§ **TASK INSTRUCTIONS**: Set down the data that follows again, exactly as written.

§ **EXERCISE DATA**:
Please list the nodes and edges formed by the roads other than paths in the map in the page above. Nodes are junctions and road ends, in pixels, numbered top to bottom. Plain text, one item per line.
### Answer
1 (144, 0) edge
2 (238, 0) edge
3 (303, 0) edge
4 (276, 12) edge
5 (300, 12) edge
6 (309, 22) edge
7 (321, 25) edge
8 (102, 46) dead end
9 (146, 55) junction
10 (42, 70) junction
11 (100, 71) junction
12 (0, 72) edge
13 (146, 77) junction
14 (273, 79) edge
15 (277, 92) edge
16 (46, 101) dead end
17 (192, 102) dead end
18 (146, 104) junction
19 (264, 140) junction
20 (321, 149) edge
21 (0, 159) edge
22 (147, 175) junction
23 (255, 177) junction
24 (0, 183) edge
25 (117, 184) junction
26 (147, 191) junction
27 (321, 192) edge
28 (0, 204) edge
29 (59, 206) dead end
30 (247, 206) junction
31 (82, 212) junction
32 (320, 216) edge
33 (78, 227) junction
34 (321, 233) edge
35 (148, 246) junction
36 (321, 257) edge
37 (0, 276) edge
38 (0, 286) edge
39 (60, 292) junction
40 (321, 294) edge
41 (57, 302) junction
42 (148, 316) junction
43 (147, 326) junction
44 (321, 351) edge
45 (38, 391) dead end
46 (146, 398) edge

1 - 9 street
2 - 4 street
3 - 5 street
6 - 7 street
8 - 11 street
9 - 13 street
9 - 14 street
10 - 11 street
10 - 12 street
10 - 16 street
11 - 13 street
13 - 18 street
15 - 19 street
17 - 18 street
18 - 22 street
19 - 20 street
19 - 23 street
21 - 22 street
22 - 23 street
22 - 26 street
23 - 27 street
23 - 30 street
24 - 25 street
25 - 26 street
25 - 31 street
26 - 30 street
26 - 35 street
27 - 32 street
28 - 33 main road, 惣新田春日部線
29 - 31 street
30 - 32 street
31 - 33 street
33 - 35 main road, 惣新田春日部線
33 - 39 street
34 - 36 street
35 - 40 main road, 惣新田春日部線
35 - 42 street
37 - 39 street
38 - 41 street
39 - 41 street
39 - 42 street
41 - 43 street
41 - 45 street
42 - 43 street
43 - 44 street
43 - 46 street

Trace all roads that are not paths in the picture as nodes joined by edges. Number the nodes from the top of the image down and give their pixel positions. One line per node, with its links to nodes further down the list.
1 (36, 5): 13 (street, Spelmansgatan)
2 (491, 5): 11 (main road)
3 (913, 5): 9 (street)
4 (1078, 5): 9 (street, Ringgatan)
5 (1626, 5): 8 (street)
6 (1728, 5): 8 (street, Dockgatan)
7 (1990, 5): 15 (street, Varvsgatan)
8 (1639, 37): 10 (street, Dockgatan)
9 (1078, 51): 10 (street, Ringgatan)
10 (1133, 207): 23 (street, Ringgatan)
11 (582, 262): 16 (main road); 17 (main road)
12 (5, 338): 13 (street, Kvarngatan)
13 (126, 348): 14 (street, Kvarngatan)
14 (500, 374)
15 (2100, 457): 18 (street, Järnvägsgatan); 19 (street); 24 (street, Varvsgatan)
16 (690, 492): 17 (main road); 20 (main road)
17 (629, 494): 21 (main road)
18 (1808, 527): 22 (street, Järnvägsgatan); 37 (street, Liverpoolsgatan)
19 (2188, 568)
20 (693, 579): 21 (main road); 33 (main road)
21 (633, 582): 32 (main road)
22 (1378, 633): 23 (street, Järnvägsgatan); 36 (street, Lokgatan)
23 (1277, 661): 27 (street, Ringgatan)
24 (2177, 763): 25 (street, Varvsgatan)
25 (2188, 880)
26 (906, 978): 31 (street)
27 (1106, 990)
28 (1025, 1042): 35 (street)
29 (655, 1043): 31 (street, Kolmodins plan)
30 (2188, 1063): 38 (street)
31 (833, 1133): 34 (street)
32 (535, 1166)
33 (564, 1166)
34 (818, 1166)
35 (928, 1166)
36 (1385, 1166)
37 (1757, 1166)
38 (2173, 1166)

§ **ANSWER TO THE EXERCISE**:
Please list the nodes and edges formed by the roads other than paths in the map in the page above. Nodes are junctions and road ends, in pixels, numbered top to bottom. Plain text, one item per line.
### Answer
1 (144, 0) edge
2 (238, 0) edge
3 (303, 0) edge
4 (276, 12) edge
5 (300, 12) edge
6 (309, 22) edge
7 (321, 25) edge
8 (102, 46) dead end
9 (146, 55) junction
10 (42, 70) junction
11 (100, 71) junction
12 (0, 72) edge
13 (146, 77) junction
14 (273, 79) edge
15 (277, 92) edge
16 (46, 101) dead end
17 (192, 102) dead end
18 (146, 104) junction
19 (264, 140) junction
20 (321, 149) edge
21 (0, 159) edge
22 (147, 175) junction
23 (255, 177) junction
24 (0, 183) edge
25 (117, 184) junction
26 (147, 191) junction
27 (321, 192) edge
28 (0, 204) edge
29 (59, 206) dead end
30 (247, 206) junction
31 (82, 212) junction
32 (320, 216) edge
33 (78, 227) junction
34 (321, 233) edge
35 (148, 246) junction
36 (321, 257) edge
37 (0, 276) edge
38 (0, 286) edge
39 (60, 292) junction
40 (321, 294) edge
41 (57, 302) junction
42 (148, 316) junction
43 (147, 326) junction
44 (321, 351) edge
45 (38, 391) dead end
46 (146, 398) edge

1 - 9 street
2 - 4 street
3 - 5 street
6 - 7 street
8 - 11 street
9 - 13 street
9 - 14 street
10 - 11 street
10 - 12 street
10 - 16 street
11 - 13 street
13 - 18 street
15 - 19 street
17 - 18 street
18 - 22 street
19 - 20 street
19 - 23 street
21 - 22 street
22 - 23 street
22 - 26 street
23 - 27 street
23 - 30 street
24 - 25 street
25 - 26 street
25 - 31 street
26 - 30 street
26 - 35 street
27 - 32 street
28 - 33 main road, 惣新田春日部線
29 - 31 street
30 - 32 street
31 - 33 street
33 - 35 main road, 惣新田春日部線
33 - 39 street
34 - 36 street
35 - 40 main road, 惣新田春日部線
35 - 42 street
37 - 39 street
38 - 41 street
39 - 41 street
39 - 42 street
41 - 43 street
41 - 45 street
42 - 43 street
43 - 44 street
43 - 46 street

Trace all roads that are not paths in the picture as nodes joined by edges. Number the nodes from the top of the image down and give their pixel positions. One line per node, with its links to nodes further down the list.
1 (36, 5): 13 (street, Spelmansgatan)
2 (491, 5): 11 (main road)
3 (913, 5): 9 (street)
4 (1078, 5): 9 (street, Ringgatan)
5 (1626, 5): 8 (street)
6 (1728, 5): 8 (street, Dockgatan)
7 (1990, 5): 15 (street, Varvsgatan)
8 (1639, 37): 10 (street, Dockgatan)
9 (1078, 51): 10 (street, Ringgatan)
10 (1133, 207): 23 (street, Ringgatan)
11 (582, 262): 16 (main road); 17 (main road)
12 (5, 338): 13 (street, Kvarngatan)
13 (126, 348): 14 (street, Kvarngatan)
14 (500, 374)
15 (2100, 457): 18 (street, Järnvägsgatan); 19 (street); 24 (street, Varvsgatan)
16 (690, 492): 17 (main road); 20 (main road)
17 (629, 494): 21 (main road)
18 (1808, 527): 22 (street, Järnvägsgatan); 37 (street, Liverpoolsgatan)
19 (2188, 568)
20 (693, 579): 21 (main road); 33 (main road)
21 (633, 582): 32 (main road)
22 (1378, 633): 23 (street, Järnvägsgatan); 36 (street, Lokgatan)
23 (1277, 661): 27 (street, Ringgatan)
24 (2177, 763): 25 (street, Varvsgatan)
25 (2188, 880)
26 (906, 978): 31 (street)
27 (1106, 990)
28 (1025, 1042): 35 (street)
29 (655, 1043): 31 (street, Kolmodins plan)
30 (2188, 1063): 38 (street)
31 (833, 1133): 34 (street)
32 (535, 1166)
33 (564, 1166)
34 (818, 1166)
35 (928, 1166)
36 (1385, 1166)
37 (1757, 1166)
38 (2173, 1166)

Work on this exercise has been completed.